I lived with my ex for 12 years, she was diagnosed with depression after our second child was born (5 years ago), although the symptoms that she described when meeting with the various doctors, I thought she had been demonstrating for many years, even prior to the children being born.
From that point on my life turned into a bit of a living hell, whilst I was very supporting and sympathetic, pretty much her depression seemed to be a passport to do what she liked, i.e. nothing she didn’t want to do really, expect run up huge debts on things we didn’t need, generally make a lot of mess (more than the children) threaten to kill herself if things were not going her way etc. In fact having been labelled as ill, she was justified in her own way to do what ever she liked.
I really tried hard to support her, I went to her sessions, tidied up behind her no matter what the mess was, excused her behaviour, etc.
It got to the point where she no longer looked at me as a husband or friend, I was just the whipping boy, she lost any respect for me, and so did I.
She takes all sorts of medication, things to help her sleep, wake up etc. As far as I can tell she will be on them for the rest of her life, she likes being ill, she is constantly looking for things to label herself with; the latest quest is attempting to prove that she is diabetic. She was convinced that our son was ill in some way.
Anyway the eventual strain that this put on our relationship was too much, and we separated about a year ago, I came to the conclusion that I could never be happy if we stayed together, and she no longer loved me.
I miss the children massively, even though they stay with me just less than 50% of the time.
Whilst she used her depression as an excuse between her and I, most of the time she seemed to be completely healthy to everyone else. They did see however how she treated me, when it came to light that we were separating, I was very surprised to find that pretty much everyone was very sympathetic towards me, and that they didn’t think I was abandoning her, more like I had been a saint to put up with it for so long!
I thought I would just share my experience with you; yours may well be very different.

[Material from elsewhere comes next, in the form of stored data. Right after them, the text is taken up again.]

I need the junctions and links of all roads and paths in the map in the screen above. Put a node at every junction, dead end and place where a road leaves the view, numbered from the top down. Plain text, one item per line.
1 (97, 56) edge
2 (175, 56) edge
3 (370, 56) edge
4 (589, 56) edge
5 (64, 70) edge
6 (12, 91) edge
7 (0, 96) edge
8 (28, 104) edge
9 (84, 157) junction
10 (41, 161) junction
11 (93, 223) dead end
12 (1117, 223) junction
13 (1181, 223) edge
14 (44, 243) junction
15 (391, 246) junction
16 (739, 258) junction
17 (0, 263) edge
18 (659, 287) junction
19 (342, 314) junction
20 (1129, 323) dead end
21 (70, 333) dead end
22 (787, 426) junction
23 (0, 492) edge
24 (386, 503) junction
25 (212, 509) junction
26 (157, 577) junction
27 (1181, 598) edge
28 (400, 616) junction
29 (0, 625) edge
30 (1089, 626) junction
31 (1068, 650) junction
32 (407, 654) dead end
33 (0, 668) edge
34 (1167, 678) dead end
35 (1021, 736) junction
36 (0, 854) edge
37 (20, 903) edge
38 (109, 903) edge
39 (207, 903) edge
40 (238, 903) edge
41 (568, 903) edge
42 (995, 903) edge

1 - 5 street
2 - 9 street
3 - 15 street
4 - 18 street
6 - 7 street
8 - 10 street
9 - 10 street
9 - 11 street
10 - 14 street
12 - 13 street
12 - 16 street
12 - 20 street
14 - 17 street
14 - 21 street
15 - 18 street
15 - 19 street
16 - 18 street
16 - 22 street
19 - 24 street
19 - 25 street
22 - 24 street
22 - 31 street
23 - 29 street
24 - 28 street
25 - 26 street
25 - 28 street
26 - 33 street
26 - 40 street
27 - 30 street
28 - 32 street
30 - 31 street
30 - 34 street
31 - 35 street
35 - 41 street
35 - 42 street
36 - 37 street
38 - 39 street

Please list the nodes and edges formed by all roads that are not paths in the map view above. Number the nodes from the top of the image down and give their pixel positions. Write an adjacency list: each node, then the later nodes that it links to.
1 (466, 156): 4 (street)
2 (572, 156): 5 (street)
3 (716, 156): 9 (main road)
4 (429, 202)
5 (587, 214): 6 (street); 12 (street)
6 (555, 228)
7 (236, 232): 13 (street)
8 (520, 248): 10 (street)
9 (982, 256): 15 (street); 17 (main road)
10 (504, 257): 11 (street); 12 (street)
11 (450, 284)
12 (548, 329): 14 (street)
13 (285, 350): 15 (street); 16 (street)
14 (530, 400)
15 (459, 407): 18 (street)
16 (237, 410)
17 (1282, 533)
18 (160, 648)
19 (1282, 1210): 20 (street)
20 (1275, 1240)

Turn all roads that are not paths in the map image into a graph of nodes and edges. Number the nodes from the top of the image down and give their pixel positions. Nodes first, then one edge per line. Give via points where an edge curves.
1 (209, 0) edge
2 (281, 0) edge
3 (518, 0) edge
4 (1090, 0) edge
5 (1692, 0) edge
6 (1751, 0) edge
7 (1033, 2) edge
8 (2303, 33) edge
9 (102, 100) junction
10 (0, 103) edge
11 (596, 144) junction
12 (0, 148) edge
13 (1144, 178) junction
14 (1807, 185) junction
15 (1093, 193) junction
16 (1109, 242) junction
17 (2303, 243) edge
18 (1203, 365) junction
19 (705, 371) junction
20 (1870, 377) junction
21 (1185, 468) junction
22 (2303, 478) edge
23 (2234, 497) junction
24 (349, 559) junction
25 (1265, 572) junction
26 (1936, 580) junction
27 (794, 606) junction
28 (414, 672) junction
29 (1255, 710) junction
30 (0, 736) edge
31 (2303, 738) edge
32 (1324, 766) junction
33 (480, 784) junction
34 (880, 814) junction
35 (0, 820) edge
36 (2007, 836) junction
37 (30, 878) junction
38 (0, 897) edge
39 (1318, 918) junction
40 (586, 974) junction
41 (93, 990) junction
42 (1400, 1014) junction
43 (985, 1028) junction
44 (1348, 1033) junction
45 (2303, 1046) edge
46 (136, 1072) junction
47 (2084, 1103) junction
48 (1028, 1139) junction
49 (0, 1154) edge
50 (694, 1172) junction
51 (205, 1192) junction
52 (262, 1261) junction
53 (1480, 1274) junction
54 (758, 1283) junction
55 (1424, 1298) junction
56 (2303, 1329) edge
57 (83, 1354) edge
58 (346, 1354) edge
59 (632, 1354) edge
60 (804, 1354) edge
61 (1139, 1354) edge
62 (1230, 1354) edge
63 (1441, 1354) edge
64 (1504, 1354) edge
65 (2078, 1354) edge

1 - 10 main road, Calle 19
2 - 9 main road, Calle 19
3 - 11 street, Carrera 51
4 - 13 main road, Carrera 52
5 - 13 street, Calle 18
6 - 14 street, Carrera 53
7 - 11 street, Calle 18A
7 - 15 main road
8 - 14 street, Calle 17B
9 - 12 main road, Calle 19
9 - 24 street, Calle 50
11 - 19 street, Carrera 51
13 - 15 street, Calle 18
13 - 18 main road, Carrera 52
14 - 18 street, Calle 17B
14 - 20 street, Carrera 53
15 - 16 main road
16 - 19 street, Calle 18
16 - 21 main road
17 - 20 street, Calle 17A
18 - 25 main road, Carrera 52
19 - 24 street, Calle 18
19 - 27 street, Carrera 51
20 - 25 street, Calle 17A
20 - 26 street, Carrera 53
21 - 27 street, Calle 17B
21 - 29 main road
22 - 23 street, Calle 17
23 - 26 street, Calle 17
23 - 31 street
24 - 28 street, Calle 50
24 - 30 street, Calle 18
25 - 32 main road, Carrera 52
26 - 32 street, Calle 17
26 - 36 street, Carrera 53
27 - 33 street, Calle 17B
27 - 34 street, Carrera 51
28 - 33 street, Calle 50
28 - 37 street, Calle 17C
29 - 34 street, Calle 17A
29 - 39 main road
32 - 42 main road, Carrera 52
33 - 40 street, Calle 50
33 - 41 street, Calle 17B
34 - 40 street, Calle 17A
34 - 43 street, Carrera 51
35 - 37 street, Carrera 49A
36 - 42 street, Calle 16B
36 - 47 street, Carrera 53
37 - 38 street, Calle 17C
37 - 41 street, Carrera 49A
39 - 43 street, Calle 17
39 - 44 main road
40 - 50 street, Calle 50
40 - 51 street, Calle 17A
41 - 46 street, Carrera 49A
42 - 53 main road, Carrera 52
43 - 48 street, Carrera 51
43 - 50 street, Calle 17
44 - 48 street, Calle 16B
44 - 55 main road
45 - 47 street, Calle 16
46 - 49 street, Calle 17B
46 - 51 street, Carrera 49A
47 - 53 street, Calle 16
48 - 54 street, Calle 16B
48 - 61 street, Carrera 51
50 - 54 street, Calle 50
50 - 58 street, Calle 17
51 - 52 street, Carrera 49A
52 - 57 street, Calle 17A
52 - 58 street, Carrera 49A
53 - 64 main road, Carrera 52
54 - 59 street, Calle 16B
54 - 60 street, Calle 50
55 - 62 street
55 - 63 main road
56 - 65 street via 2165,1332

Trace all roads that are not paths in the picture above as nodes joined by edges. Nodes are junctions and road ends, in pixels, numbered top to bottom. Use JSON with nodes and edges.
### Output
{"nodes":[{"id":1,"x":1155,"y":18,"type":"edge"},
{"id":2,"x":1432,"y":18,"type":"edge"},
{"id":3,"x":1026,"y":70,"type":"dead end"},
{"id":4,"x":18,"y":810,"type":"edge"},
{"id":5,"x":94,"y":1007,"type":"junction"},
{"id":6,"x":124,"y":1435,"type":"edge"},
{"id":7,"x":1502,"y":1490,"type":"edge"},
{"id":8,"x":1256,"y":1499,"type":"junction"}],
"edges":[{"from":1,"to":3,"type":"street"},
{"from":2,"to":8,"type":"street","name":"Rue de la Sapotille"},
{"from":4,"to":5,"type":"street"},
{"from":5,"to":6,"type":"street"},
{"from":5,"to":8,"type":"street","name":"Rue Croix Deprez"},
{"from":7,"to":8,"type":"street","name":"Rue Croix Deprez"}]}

The one thing I would say is that no matter how ill your partner, you deserve an opportunity to be happy, in my case staying with my ex, that would have never been an option for either of us.
From my experience (which may not obviously apply) the frustration is actually half the problem. You need to realise that you cannot make anyone do anything, he will not take responsibility, you do the things that need doing so he doesnt have to. Having said that my stbx still takes no responsibilty but fortunately i no longer have to deal with it. You need to come to terms with these things. It is a grief process in its own right, your grieving for the man you married, your angry that he isnt the same etc. You need to start living your life for you and your kids now in the best way you can because you need to be strong for them. Not all the answers will come straight away but once you start recognising and doing things for your life it will help.
It is sad .. yet comforting .. to hear the stories that are being shared on this thread.
I have felt that I risk being judged for "deserting" a poor sick man. That is certainly the way he and his legal team are going to try to portray it.
I just wish all of you could come to court too to explain just what it is like living with someone like this .. I feel I have given nearly years to this man already .. now he wants even more to "punish" me for not doing enough.
Kathleen - having him still there must be very hard for you. I am afraid I have no practical suggestions to help. But try as hard as you can to create your own space even in this difficult environment. You will get through this .. and in the end you will be very glad you did.
Just for info for people,,,,,a good book i read when i was coming to the end of being able to cope with my stbx depression was depression fallout by anne sheffield.
Until reading this i was under the impression that the blame and self pity were to do with me, no where did i read these were also symptoms or reactions, oh i read all the other symptoms and researched it and researched and researched.